What to produce: Please give the whole listing again exactly, without any of its pictures.

Supplied records:

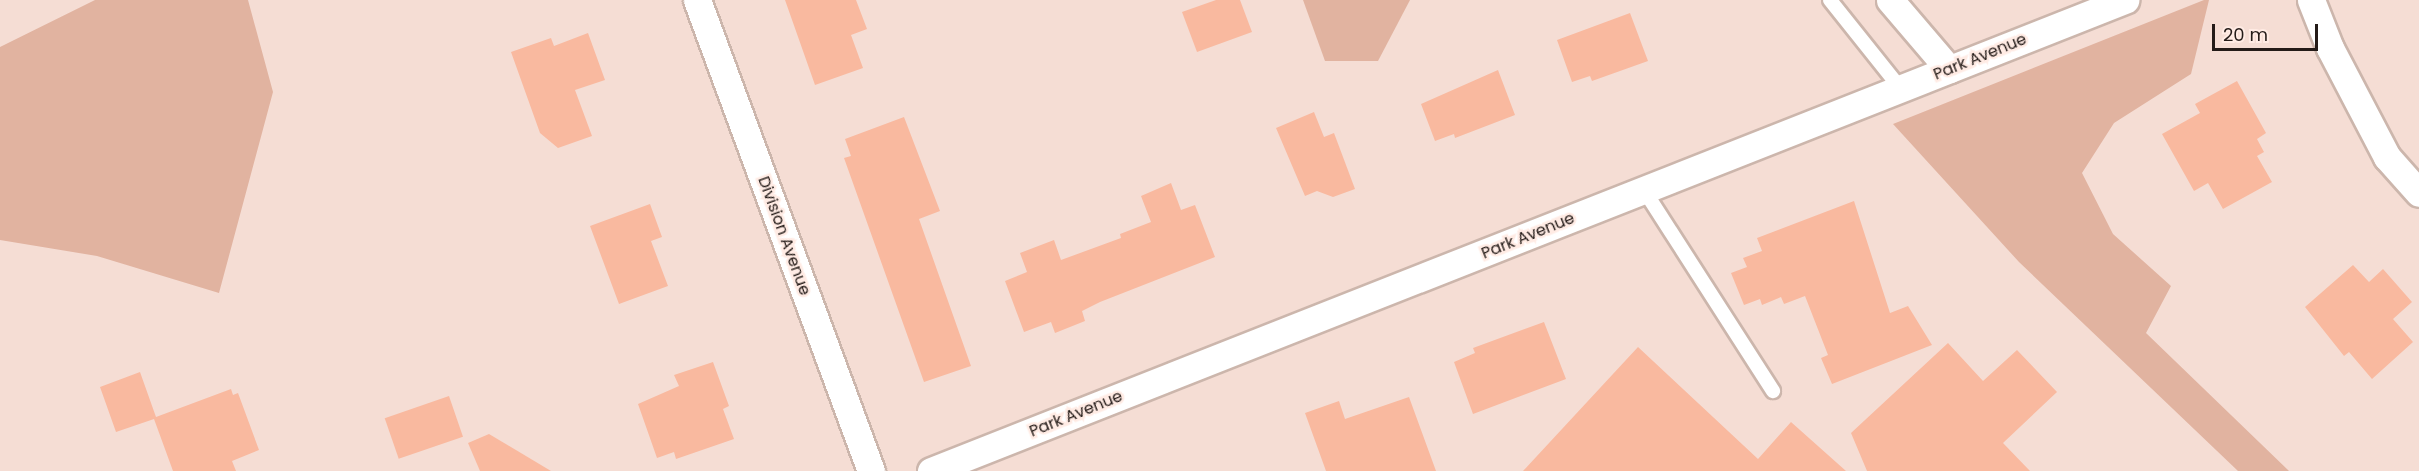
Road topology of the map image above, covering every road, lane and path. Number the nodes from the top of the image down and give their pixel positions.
1 (697, 0) edge
2 (1830, 0) edge
3 (1890, 0) edge
4 (2125, 0) edge
5 (2312, 0) edge
6 (1949, 69) junction
7 (1901, 89) junction
8 (1644, 190) junction
9 (2419, 193) edge
10 (1773, 391) dead end
11 (871, 471) edge
12 (931, 471) edge

1 - 11 street, Division Avenue
2 - 7 lane
3 - 6 street
4 - 6 street, Park Avenue
5 - 9 street
6 - 7 street, Park Avenue
7 - 8 street, Park Avenue
8 - 10 lane
8 - 12 street, Park Avenue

Written response:
Road topology of the map image above, covering every road, lane and path. Number the nodes from the top of the image down and give their pixel positions.
1 (697, 0) edge
2 (1830, 0) edge
3 (1890, 0) edge
4 (2125, 0) edge
5 (2312, 0) edge
6 (1949, 69) junction
7 (1901, 89) junction
8 (1644, 190) junction
9 (2419, 193) edge
10 (1773, 391) dead end
11 (871, 471) edge
12 (931, 471) edge

1 - 11 street, Division Avenue
2 - 7 lane
3 - 6 street
4 - 6 street, Park Avenue
5 - 9 street
6 - 7 street, Park Avenue
7 - 8 street, Park Avenue
8 - 10 lane
8 - 12 street, Park Avenue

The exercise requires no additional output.